PORTALENERGI.ID — Proyek pembangkit listrik tenaga surya (PLTS) berkapasitas 1.000 MW di Bali digadang-gadang menjadi simbol kolaborasi lintas partai. Menteri Energi dan Sumber Daya Mineral Bahlil Lahadalia secara blak-blakan menyinggung dinamika politik di balik eksekusi proyek strategis nasional tersebut.
Dalam sambutannya, Bahlil mengakui adanya perbedaan latar belakang politik antara dirinya dan Presiden Prabowo Subianto. Namun, ia menegaskan hal itu sama sekali tidak relevan dalam urusan pembangunan negara.
Kandang Merah dan Kolaborasi Lintas Partai
Bahlil mengaku sempat melontarkan guyonan kepada Gubernur Bali terkait proyek ini. Ia menyebut Presiden Prabowo adalah Ketua Umum Partai Gerindra, sementara dirinya menjabat sebagai Ketua Umum Partai Golkar. Meski berbeda, proyek PLTS justru dieksekusi di Bali yang ia sebut sebagai "kandang merah".
"Saya tadi sempat guyon dengan Pak Gubernur. Saya bilang, 'Pak Gubernur, mengelola negara ini jangan dilihat warna. Presiden kita adalah Ketua Umum Gerindra, menterinya adalah Ketua Umum Golkar, tapi eksekusi program PLTS di kandang merah'," kata Bahlil saat peluncuran Program PLTS 100 GWp di Jembrana, Bali, Selasa, 25 Agustus 2026.
Ia tidak menjelaskan lebih lanjut maksud dari istilah "kandang merah" yang digunakannya. Namun, Bahlil menekankan bahwa proyek ini adalah bentuk kolaborasi yang solid antara pemerintah pusat dan pemerintah daerah.
"Ini sebagai bentuk kolaborasi yang paten. Mudah-mudahan pikiran Pak Gubernur ini terilhami oleh semua kader partai politik yang ada di bangsa kita," ujarnya.
Lahan 1.000 Hektare untuk PLTS Bali
Pemerintah Provinsi Bali disebut telah menyiapkan lahan seluas sekitar 1.000 hektare untuk pembangunan PLTS tersebut. Dari total lahan itu, 320 hektare berada di lokasi peluncuran dan sisanya telah mendapat rekomendasi dari pemerintah daerah.
"Untuk 1.000 MW di Bali semuanya insyaallah akan memakai tanah negara," kata Bahlil.

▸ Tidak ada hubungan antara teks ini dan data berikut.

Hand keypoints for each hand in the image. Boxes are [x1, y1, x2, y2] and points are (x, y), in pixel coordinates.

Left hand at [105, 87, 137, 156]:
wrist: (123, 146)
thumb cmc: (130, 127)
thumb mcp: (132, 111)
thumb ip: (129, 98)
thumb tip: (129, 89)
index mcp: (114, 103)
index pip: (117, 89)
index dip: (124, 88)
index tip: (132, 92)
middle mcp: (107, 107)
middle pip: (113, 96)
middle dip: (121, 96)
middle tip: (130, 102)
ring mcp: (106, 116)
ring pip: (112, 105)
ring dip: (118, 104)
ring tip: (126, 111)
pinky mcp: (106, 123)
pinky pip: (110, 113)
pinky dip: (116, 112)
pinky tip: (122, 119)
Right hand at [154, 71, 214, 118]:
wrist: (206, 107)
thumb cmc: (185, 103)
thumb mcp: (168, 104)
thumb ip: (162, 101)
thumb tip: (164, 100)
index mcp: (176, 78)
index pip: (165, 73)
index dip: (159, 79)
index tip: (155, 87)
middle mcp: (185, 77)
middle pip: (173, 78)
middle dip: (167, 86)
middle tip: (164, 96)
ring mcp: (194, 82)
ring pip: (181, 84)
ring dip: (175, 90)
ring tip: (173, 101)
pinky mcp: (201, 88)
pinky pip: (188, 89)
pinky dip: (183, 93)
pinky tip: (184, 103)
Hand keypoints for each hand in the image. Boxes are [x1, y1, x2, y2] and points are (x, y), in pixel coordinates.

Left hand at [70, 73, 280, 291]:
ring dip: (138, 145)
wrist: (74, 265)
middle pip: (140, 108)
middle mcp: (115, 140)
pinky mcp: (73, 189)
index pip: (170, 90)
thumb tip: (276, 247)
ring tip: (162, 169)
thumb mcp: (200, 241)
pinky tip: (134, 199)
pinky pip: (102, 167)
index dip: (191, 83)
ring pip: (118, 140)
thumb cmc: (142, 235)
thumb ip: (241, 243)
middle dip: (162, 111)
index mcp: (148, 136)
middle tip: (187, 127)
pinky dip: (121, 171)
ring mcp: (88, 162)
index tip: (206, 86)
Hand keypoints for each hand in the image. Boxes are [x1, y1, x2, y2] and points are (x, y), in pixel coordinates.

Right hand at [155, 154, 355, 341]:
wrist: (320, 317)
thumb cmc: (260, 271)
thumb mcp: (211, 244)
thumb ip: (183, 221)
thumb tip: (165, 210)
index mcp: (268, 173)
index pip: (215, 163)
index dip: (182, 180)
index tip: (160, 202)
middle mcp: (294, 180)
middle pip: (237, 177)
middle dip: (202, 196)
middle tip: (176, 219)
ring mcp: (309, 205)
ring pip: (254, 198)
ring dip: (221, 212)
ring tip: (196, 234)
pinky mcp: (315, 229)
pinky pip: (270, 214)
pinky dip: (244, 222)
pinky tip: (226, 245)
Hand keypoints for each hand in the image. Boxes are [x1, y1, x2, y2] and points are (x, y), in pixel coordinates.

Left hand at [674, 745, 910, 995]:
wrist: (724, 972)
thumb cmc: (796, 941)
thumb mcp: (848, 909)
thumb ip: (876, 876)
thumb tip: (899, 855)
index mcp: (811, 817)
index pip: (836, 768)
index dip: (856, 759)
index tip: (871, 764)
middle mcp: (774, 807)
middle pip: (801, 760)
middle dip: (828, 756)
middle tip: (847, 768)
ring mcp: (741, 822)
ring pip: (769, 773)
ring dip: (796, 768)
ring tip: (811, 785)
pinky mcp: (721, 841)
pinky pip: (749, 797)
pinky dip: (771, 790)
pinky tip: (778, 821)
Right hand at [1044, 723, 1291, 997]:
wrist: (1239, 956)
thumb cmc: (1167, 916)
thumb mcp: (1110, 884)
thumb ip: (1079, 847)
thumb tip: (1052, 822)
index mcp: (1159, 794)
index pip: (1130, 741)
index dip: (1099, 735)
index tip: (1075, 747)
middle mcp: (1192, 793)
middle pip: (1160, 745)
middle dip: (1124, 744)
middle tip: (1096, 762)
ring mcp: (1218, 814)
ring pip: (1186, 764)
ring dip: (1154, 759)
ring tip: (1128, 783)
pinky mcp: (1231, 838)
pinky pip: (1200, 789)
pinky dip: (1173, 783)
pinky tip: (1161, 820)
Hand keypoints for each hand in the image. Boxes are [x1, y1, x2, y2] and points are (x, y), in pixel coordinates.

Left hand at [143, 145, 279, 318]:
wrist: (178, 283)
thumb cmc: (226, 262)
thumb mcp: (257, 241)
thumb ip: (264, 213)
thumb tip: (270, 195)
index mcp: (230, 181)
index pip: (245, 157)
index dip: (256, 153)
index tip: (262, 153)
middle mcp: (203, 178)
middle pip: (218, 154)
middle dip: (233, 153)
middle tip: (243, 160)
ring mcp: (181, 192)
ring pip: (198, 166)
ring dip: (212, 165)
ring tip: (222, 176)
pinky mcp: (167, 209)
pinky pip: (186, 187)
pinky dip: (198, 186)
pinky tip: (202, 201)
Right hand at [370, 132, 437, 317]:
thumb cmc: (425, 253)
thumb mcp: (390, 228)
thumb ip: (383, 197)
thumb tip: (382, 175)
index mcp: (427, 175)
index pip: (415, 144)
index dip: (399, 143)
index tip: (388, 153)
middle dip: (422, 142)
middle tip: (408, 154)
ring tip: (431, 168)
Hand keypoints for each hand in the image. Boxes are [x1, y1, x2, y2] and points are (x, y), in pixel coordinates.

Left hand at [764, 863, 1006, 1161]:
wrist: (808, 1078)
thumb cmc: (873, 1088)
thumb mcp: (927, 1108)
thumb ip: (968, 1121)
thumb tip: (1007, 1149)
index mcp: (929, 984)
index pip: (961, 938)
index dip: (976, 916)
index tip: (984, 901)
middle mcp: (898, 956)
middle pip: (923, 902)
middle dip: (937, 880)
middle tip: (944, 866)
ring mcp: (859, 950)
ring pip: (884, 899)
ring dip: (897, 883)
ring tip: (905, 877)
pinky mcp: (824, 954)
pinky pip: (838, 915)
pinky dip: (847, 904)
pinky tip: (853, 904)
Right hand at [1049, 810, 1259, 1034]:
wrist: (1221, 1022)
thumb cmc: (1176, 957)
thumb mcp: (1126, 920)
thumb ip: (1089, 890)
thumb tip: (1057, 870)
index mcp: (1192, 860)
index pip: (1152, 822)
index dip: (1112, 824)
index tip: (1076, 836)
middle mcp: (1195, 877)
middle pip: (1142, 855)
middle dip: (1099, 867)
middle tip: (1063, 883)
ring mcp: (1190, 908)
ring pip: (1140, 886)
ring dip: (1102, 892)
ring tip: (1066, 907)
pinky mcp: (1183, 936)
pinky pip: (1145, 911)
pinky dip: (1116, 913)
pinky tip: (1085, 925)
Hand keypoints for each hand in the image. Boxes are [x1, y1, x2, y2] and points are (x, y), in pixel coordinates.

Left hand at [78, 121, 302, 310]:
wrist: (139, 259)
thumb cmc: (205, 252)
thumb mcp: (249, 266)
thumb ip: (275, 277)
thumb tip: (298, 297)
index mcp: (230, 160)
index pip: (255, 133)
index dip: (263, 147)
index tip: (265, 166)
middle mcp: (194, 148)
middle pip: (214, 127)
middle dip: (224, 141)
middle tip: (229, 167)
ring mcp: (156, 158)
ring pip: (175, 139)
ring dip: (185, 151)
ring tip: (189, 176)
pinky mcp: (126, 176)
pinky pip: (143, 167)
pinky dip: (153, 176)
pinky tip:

Proyek PLTS Bali merupakan bagian dari program besar PLTS 100 GW yang ditargetkan pemerintah selesai dalam tiga tahun. Kehadiran pembangkit ini diharapkan mampu mengurangi ketergantungan pada pembangkit listrik tenaga diesel yang selama ini beroperasi di wilayah tersebut.
Hemat Solar dan Dukung Energi Bersih Pariwisata
Bahlil memperkirakan pembangunan PLTS 1.000 MW di Bali dapat menghemat pemakaian solar hingga sekitar 0,6 juta kiloliter. Penghematan ini menjadi salah satu alasan utama pemilihan Bali sebagai lokasi proyek.
Selain faktor penghematan, pilihan jatuh pada Bali karena provinsi tersebut tengah gencar mengembangkan energi bersih. Sektor pariwisata yang menjadi andalan utama Bali dinilai membutuhkan dukungan pasokan listrik yang ramah lingkungan untuk menjaga keberlanjutan destinasi wisata.
Dengan adanya proyek ini, pemerintah berharap transisi energi di Indonesia dapat berjalan seiring dengan pembangunan ekonomi daerah, tanpa terhambat oleh kepentingan politik semata.